▶ **WHAT THE EXERCISE ASKS**
Each line from the one containing "ring tip: (1148, 742)" through the end of the data must be retyped exactly, and no other line.

▶ **DATASET RECORDS**
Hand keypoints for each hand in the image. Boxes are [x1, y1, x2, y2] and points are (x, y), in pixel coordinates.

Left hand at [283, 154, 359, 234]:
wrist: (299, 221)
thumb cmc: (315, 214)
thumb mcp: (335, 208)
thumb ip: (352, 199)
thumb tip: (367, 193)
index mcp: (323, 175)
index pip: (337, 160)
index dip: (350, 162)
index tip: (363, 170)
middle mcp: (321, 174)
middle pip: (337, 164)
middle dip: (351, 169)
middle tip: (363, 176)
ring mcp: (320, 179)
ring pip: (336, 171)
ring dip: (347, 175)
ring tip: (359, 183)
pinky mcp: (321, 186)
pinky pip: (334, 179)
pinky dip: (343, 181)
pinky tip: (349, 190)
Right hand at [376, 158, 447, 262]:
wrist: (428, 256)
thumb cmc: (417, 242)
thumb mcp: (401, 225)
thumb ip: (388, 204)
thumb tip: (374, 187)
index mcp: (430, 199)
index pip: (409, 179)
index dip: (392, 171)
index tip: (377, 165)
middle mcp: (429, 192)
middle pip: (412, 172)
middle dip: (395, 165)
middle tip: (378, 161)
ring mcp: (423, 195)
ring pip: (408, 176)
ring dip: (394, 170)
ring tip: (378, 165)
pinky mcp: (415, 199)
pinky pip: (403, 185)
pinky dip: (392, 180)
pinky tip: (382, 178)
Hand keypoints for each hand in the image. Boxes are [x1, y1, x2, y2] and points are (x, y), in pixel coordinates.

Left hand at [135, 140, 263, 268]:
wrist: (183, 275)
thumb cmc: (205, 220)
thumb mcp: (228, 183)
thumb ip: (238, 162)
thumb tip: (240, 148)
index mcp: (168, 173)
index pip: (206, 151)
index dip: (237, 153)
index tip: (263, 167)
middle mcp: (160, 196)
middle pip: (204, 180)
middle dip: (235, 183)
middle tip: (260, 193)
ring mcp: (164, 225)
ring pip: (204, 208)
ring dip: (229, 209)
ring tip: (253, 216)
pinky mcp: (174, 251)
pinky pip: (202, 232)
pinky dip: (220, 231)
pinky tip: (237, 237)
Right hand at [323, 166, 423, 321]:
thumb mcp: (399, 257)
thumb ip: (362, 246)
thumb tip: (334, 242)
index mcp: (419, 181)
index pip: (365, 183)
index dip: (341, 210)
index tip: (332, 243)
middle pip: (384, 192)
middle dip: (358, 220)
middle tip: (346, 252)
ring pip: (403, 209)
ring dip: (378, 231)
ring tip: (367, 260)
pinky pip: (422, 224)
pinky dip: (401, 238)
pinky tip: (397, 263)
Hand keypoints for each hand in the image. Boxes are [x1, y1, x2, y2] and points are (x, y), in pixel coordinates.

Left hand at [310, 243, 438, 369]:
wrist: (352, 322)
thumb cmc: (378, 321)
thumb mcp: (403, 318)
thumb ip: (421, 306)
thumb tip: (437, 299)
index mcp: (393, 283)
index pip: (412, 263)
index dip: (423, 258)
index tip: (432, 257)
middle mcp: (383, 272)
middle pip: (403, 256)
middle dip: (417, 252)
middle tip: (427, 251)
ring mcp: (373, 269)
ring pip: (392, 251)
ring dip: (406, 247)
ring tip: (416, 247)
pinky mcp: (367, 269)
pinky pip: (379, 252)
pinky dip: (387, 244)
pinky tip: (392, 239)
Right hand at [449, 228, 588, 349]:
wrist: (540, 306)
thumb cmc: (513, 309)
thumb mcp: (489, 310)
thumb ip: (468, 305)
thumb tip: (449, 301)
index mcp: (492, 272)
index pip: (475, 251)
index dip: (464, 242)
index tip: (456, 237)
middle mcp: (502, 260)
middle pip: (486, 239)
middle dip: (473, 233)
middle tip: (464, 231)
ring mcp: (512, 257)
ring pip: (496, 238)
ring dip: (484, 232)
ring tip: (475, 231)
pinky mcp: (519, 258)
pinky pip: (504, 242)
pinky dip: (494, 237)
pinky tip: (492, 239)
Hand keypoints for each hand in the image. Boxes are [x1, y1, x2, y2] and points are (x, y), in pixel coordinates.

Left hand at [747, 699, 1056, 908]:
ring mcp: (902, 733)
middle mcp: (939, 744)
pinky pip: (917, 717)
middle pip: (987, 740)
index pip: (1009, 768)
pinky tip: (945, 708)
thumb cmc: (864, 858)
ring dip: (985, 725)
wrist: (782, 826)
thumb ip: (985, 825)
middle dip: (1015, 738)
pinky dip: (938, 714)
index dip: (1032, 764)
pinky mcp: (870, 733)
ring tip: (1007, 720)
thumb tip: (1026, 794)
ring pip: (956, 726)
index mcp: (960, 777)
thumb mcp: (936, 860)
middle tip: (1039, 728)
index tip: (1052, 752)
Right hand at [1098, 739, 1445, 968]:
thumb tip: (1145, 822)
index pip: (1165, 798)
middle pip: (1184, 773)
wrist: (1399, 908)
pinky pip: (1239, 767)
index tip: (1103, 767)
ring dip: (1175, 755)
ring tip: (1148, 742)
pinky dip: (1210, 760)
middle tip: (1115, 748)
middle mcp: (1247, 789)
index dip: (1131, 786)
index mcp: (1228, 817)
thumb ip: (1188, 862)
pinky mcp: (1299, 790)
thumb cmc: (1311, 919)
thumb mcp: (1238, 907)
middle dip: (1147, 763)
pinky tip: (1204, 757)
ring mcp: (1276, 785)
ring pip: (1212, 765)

▶ **RESPONSE**
ring tip: (1148, 742)
pinky dip: (1210, 760)
middle tip: (1115, 748)
middle mcp: (1247, 789)
index dip: (1131, 786)
index mcp: (1228, 817)
thumb ip: (1188, 862)
pinky mcp: (1299, 790)
thumb cmc: (1311, 919)
thumb mcp: (1238, 907)
middle dip: (1147, 763)
pinky tip: (1204, 757)
ring mcp: (1276, 785)
ring pip: (1212, 765)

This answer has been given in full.